Americans consume oil not because they are “addicted’’ to it, but because it enriches their lives, making possible prosperity, comfort, and mobility that would have been all but unimaginable just a few generations ago. Almost by definition, an addiction is something one is healthier without. But oil-based energy improves human health and reduces poverty — it makes life longer, safer, and better. Addictions debase life. Oil improves and expands it.
“Oil may be the single most flexible substance ever discovered,’’ writes the Manhattan Institute’s Robert Bryce in “Power Hungry,’’ a new book on the myths of “green’’ energy. “More than any other substance, oil helped to shrink the world. Indeed, thanks to its high energy density, oil is a nearly perfect fuel for use in all types of vehicles, from boats and planes to cars and motorcycles. Whether measured by weight or by volume, refined oil products provide more energy than practically any other commonly available substance, and they provide it in a form that’s easy to handle, relatively cheap, and relatively clean.’’ If oil didn’t exist, Bryce quips, we’d have to invent it.
Of course there are problems created by oil, as the Deepwater Horizon calamity so heartbreakingly demonstrates. But most things of great value come with downsides. There are 40,000 traffic fatalities in the United States each year, but no rational person suggests doing away with cars, trucks, and highways. Airplanes sometimes crash and boats sometimes sink, but air and sea travel are not derided as “addictions’’ we need to break. Deaths due to hospital infections, medication errors, or unnecessary surgery number in the scores of thousands annually, but who would recommend an end to medical care?
Someday there may be an energy source that is as abundant, efficient, clean, and economically viable as oil. But nothing today fits that bill — certainly not biofuels, wind farms, or solar power. Besides, it isn’t only energy products that we get from petroleum. Crude oil refining also makes possible plastics, synthetic fibers, lubricants, waxes, asphalt. “Other products made from petroleum,’’ notes the US Energy Information Administration, “include ink, crayons, bubble gum, dishwashing liquids, deodorant, eyeglasses, CDs and DVDs, tires, ammonia, [and] heart valves.’’
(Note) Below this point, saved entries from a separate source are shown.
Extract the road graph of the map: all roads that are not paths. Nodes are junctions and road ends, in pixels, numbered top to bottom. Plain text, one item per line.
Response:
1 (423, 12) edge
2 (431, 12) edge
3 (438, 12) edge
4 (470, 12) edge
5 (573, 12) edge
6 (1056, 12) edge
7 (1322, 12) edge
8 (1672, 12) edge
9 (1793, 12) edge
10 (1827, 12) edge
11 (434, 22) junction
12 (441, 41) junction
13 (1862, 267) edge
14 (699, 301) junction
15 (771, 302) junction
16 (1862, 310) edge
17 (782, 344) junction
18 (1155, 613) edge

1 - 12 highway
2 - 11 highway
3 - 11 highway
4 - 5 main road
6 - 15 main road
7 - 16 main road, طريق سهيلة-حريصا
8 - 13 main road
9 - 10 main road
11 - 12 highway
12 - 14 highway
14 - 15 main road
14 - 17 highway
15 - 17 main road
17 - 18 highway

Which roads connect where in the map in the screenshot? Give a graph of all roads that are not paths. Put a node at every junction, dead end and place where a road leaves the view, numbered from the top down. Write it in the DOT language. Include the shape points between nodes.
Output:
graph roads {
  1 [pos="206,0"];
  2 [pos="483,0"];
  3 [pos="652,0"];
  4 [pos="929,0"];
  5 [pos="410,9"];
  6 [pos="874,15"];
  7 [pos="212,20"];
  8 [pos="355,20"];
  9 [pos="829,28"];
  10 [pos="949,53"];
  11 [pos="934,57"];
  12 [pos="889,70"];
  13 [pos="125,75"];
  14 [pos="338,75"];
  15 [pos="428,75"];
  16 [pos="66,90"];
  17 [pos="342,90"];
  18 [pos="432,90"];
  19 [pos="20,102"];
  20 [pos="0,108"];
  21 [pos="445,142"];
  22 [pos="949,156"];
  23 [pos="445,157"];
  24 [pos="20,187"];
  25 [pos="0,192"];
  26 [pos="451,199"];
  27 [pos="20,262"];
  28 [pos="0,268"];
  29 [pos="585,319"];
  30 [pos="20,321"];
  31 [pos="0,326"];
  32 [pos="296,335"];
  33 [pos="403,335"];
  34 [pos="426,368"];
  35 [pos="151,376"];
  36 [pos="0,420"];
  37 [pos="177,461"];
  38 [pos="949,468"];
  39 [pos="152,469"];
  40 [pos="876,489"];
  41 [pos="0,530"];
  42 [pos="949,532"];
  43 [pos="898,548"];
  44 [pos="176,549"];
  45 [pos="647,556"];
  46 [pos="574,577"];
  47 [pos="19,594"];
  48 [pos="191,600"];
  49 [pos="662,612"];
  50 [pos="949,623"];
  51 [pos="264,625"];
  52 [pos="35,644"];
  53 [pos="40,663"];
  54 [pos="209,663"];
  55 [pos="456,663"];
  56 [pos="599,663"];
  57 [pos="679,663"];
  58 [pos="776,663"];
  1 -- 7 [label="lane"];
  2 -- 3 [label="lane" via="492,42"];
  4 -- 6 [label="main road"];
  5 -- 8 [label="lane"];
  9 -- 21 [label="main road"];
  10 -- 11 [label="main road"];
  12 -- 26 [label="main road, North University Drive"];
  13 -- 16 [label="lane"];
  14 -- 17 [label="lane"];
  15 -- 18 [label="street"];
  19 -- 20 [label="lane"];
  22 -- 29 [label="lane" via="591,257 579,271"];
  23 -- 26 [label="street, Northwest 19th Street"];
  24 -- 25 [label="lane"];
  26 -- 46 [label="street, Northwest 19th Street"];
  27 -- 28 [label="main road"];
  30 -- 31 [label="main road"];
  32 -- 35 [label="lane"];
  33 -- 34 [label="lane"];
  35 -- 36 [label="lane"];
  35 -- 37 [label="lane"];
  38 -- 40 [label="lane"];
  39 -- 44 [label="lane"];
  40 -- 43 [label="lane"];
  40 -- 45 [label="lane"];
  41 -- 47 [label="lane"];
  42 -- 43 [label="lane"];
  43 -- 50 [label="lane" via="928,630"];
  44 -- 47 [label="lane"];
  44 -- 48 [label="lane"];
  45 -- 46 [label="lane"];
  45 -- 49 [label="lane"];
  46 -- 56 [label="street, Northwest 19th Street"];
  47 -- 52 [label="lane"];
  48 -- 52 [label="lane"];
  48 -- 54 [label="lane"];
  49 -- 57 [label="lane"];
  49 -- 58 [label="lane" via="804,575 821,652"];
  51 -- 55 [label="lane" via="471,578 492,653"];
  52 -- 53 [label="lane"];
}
The United States consumes more than 300 billion gallons of oil per year, nearly two-thirds of it imported. There is no denying the drawbacks associated with oil, but its advantages are equally undeniable. American wealth, progress, and autonomy — the most dynamic and productive economy in history — would be impossible without it. What we have isn’t an addiction, but a blessing.